Take counsel, sever from my lot your lot,
Dwell in your pleasant places, hoard your gold;
Lest you with me should shiver on the wold,
Athirst and hungering on a barren spot.
For I have hedged me with a thorny hedge,
I live alone, I look to die alone:
Yet sometimes, when a wind sighs through the sedge,
Ghosts of my buried years, and friends come back,
My heart goes sighing after swallows flown
On sometime summer’s unreturning track.
‘From Sunset to Star Rise’ is a Petrarchan or Italian sonnet, rhymed abbabbacdcede. Rossetti wrote many sonnets, including the classic ‘Remember’ (written when she was still a teenager), and mastered the form from a young age. Spoken by a woman who has chosen to ostracise herself from society and her friends – perhaps, as some critics have suggested, because she is a fallen woman – ‘From Sunset to Star Rise’ uses autumnal imagery and the disappearing summer to reflect on fallenness and sin as part of human nature.
‘On sometime summer’s unreturning track’ is one of Rossetti’s finest closing lines, even though it closes a poem that is not one of her finest, or best-known. It sounds a wonderfully wistful note, capturing the sense of falling away that we see in much of Christina Rossetti’s poetry: ‘sometime summer’ is neatly alliterative, while ‘unreturning’, almost proto-Hardyesque in its use of the ‘un-’ prefix, is a masterstroke of assonance, picking up the flat ‘u’ of the previous two words before turning it in a different direction with that very word, ‘unreturning’.

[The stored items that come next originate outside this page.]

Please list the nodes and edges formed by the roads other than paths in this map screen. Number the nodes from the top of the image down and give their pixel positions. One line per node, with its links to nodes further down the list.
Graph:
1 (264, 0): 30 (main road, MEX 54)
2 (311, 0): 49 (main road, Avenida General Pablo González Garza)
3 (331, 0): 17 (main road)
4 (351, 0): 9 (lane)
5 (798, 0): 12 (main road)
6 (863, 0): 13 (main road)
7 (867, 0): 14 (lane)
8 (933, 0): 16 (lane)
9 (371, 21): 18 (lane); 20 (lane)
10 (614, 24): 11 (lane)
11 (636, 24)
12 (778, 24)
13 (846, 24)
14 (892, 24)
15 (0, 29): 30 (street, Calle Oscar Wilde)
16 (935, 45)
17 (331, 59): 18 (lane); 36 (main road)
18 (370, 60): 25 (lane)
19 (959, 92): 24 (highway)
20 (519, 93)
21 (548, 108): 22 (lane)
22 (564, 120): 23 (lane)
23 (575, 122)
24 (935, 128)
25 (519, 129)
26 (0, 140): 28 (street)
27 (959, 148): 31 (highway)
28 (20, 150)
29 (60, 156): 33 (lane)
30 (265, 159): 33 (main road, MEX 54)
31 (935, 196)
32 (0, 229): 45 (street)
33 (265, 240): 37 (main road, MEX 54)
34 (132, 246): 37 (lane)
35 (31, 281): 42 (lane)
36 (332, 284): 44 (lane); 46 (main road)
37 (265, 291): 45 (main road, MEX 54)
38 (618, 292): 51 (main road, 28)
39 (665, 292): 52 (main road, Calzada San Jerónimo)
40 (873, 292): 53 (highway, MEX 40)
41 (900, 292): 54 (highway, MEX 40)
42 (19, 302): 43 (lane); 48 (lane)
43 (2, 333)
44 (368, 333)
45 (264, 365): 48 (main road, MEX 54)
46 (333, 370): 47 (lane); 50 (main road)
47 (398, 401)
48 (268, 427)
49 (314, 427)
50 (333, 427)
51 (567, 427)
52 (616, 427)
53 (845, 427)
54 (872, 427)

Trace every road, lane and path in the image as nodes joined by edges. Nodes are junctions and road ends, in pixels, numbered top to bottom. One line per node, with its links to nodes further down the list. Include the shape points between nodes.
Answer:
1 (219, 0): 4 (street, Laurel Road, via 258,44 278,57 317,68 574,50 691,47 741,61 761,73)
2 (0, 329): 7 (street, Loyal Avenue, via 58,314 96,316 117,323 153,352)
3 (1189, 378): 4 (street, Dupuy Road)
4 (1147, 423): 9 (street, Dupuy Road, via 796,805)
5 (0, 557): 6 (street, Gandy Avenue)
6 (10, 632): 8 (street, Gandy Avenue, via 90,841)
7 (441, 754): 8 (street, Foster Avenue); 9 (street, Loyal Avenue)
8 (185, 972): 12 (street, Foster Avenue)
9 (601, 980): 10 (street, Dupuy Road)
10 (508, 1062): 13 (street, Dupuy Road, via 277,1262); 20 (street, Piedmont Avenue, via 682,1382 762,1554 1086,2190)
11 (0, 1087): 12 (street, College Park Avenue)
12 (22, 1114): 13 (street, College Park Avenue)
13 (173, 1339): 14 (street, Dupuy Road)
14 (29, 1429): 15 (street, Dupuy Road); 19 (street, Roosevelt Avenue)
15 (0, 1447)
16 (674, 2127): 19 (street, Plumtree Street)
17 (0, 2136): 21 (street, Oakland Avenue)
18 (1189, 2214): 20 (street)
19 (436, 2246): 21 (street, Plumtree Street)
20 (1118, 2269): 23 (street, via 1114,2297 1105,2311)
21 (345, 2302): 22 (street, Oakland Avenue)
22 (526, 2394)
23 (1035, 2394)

And the mention of those swallows recalls Keats’s closing lines from his autumn poem – the ode ‘To Autumn’ – with the image of swallows flying south for the winter with the onset of autumn.
About Christina Rossetti
Christina Rossetti (1830-94) was one of the Victorian era’s greatest and most influential poets. She was the younger sister (by two years) of the Pre-Raphaelite artist and poet Dante Gabriel Rossetti. Christina Rossetti was born in London in 1830, and lived with her mother virtually all of her life. She never married. Many of her poems engage with the question of religious belief, such as ‘Good Friday’ (a poem about honest religious doubt as much as faith) and ‘Twice’, about the importance of Christian forgiveness and redemption (the poem is spoken by a fallen woman, a theme that can also be seen in ‘Goblin Market’).
Christina Rossetti composed her first poem while still a very young girl; she dictated it to her mother. It ran simply: ‘Cecilia never went to school / Without her gladiator.’ Goblin Market and Other Poems was the first collection of her poetry to be published, and it was the book that brought her to public attention. The title poem is a long narrative poem which is often taken for a children’s poem because of its fairy-tale motifs and imagery; Rossetti, however, always denied that the poem was intended for children. Several of the poems in the volume, such as ‘Remember’ and ‘When I am dead, my dearest’, were composed before she had turned twenty.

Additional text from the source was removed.